What a magical footballer. What a shame that we weren’t good enough to keep hold of him for a little bit longer.

Frank Lampard:

“Frank Lampard was good, actually” isn’t exactly the hottest or most interesting of takes. But the vitriol surrounding his departure from the club and the mists of time have masked quite how good he was for us.

Lamps has 7 shots in this game. From central midfield. As a 21-year old. For reference West Ham United Football Club as a whole averaged 10.89 shots per game last season:

Could’ve had an 8th if Di Canio hadn’t bullied him out of the penalty.

Only two of them were inside the box, but they were all fairly central and around the edge of the area, so it’s not like he was taking complete long range punts. Half of them with his left foot, too.

This match was chaos start-to-finish, so it might just be a freak occurrence, but this is Lionel Messi/Cristiano Ronaldo level attacking output. It’s a shame that Opta data doesn’t stretch this far back because I’d be fascinated to see what sort of numbers he was putting up for us over the course of a season.

His combination play in the final third was also pretty good and he got through plenty of donkey work too:

Lots to like about this performance. He looked like a superstar in the making.

Rio Ferdinand:

I was anticipating Rio to be the one who stood out the most against the backdrop of the times, but that wasn’t really the case. He was less outstanding than expected, but that’s potentially down to the way he’d been asked to play more than his own shortcomings.

After the wild start, he settled into the game and mostly stuck to doing the basics well, although there were a few glimpses of what he could do and what he would become sprinkled in.

There’s a habit of getting a bit too tight to the player he’s marking but he just eats up ground on the cover and is able to sweep up his own mistakes.

Paolo Di Canio:

God it must’ve been so infuriating to play with him.

There’s a horrendous tackle from behind in the mix here.

The story of this game was Di Canio’s ongoing battle to win a penalty. Every time the ref turned down his appeals, Di Canio grew more and more unhinged. Eventually his irritation boiled over into his spat with Lampard over the penalty that Kitson won, which thankfully he scored, saving everyone from a potentially awkward situation.

But beyond that sideshow, Di Canio was enormously frustrating to watch. He’s clearly a profoundly gifted footballer but everything grinds to a halt when he has the ball and the rest of the team have no idea how to attack without him orchestrating things — he’s constantly looking to solo dribble past his opponent, chopping backwards and forwards to engineer a yard of space for yet another chop-back and he ends up holding onto the ball for so long that it kills any space his team-mates have found.

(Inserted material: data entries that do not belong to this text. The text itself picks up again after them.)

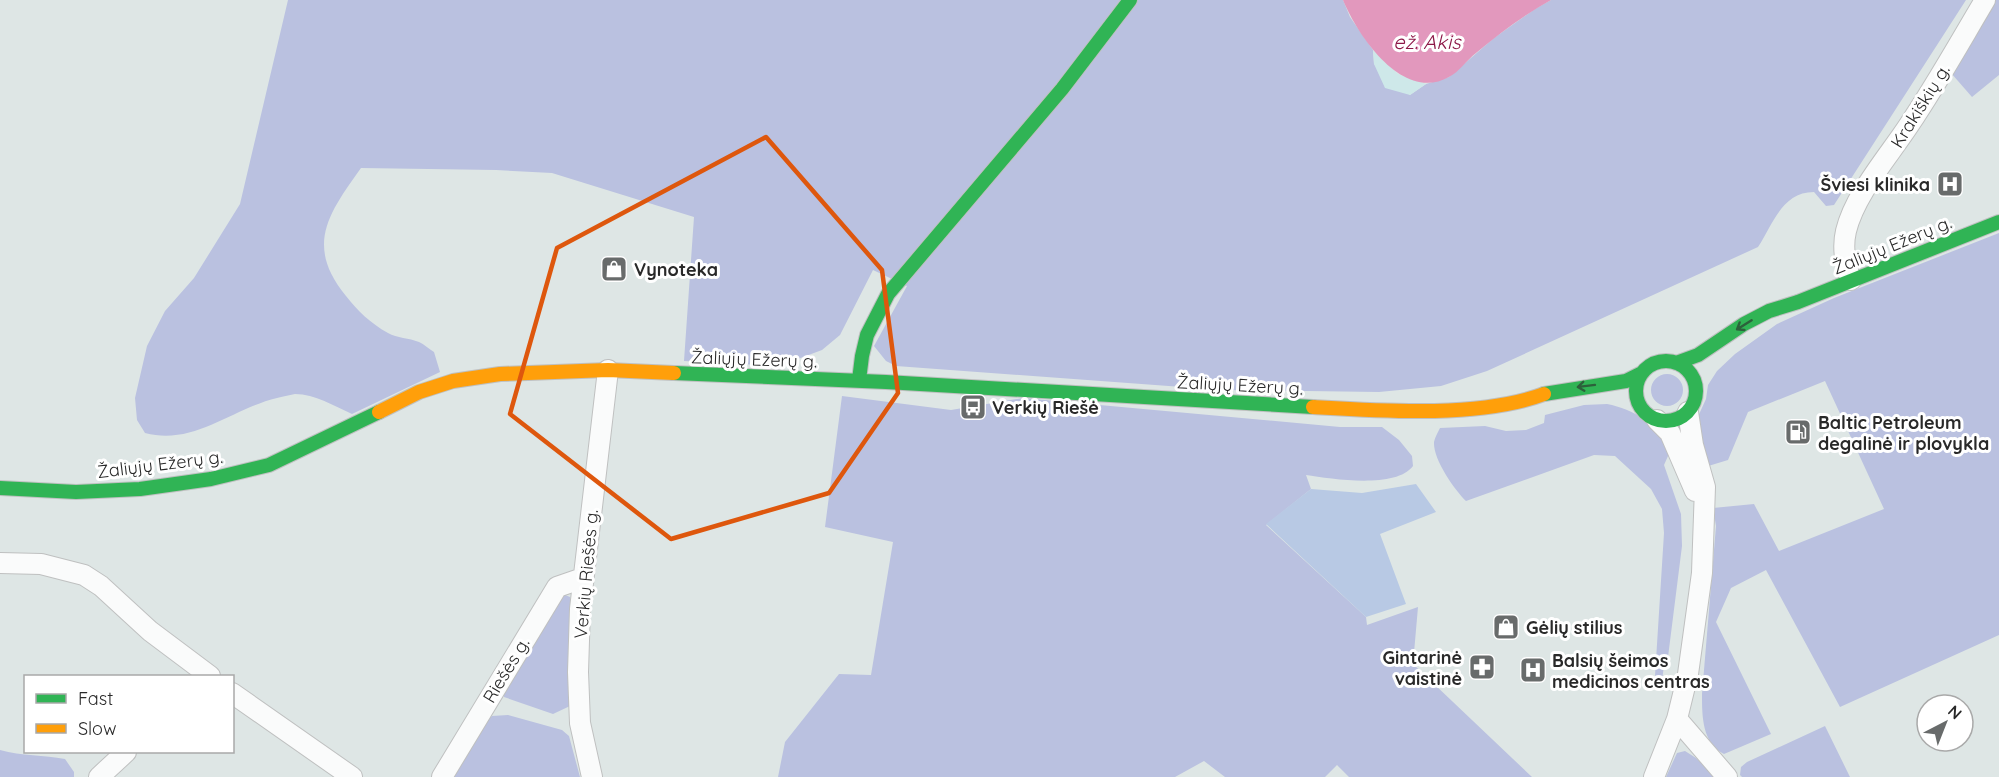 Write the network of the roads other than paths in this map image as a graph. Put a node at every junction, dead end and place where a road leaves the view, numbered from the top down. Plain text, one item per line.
1 (1130, 0) edge
2 (1985, 0) edge
3 (1999, 222) edge
4 (1851, 280) junction
5 (1798, 302) junction
6 (1757, 332) dead end
7 (1676, 363) junction
8 (608, 370) junction
9 (1706, 372) dead end
10 (1642, 373) junction
11 (859, 380) junction
12 (1695, 384) junction
13 (1527, 400) junction
14 (1581, 402) dead end
15 (1620, 402) dead end
16 (1638, 404) junction
17 (1688, 412) junction
18 (1657, 420) junction
19 (0, 488) edge
20 (1705, 522) junction
21 (0, 563) edge
22 (583, 578) junction
23 (199, 674) edge
24 (234, 694) edge
25 (1677, 719) junction
26 (125, 753) edge
27 (99, 777) edge
28 (352, 777) edge
29 (442, 777) edge
30 (592, 777) edge
31 (1654, 777) edge
32 (1728, 777) edge

1 - 11 main road
2 - 4 street, Krakiškių g.
3 - 4 main road, Žaliųjų Ežerų g.
4 - 5 main road, Žaliųjų Ežerų g.
5 - 6 main road, Žaliųjų Ežerų g.
5 -> 7 main road, Žaliųjų Ežerų g.
7 - 10 main road
7 - 12 main road
8 - 11 main road, Žaliųjų Ežerų g.
8 - 19 main road, Žaliųjų Ežerų g.
8 - 22 street, Verkių Riešės g.
9 - 12 main road
10 -> 13 main road, Žaliųjų Ežerų g.
10 - 16 main road
11 - 13 main road, Žaliųjų Ežerų g.
12 - 17 main road
13 - 14 main road, Žaliųjų Ežerų g.
15 - 16 main road
16 - 18 main road
17 - 18 main road
17 - 20 street
18 - 20 street
20 - 25 street
21 - 23 street
22 - 29 street, Riešės g.
22 - 30 street, Verkių Riešės g.
24 - 28 street
25 - 31 street
25 - 32 street
26 - 27 street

It’s hard to pick apart the chicken and the egg of all this: does Di Canio have to play this way to compensate for his team-mates/his manager’s deficiencies? Or does his inclusion stymie everyone else’s productivity?

If you’ve ever come across the Ewing Theory — the idea that a team functions better as a collective when their superstar player is absent — you might wonder whether that would’ve applied to Di Canio and this West Ham side.

This game was ridiculous in almost every aspect and yet also kind of boring for the most part, despite 9 goals and a huge comeback. It’s one of the weirder football-watching experiences I’ve ever had and a window into an era of football that’s long since gone. The 1999/00 season was only 20 years ago, but it feels like an entirely different game from a modern perspective.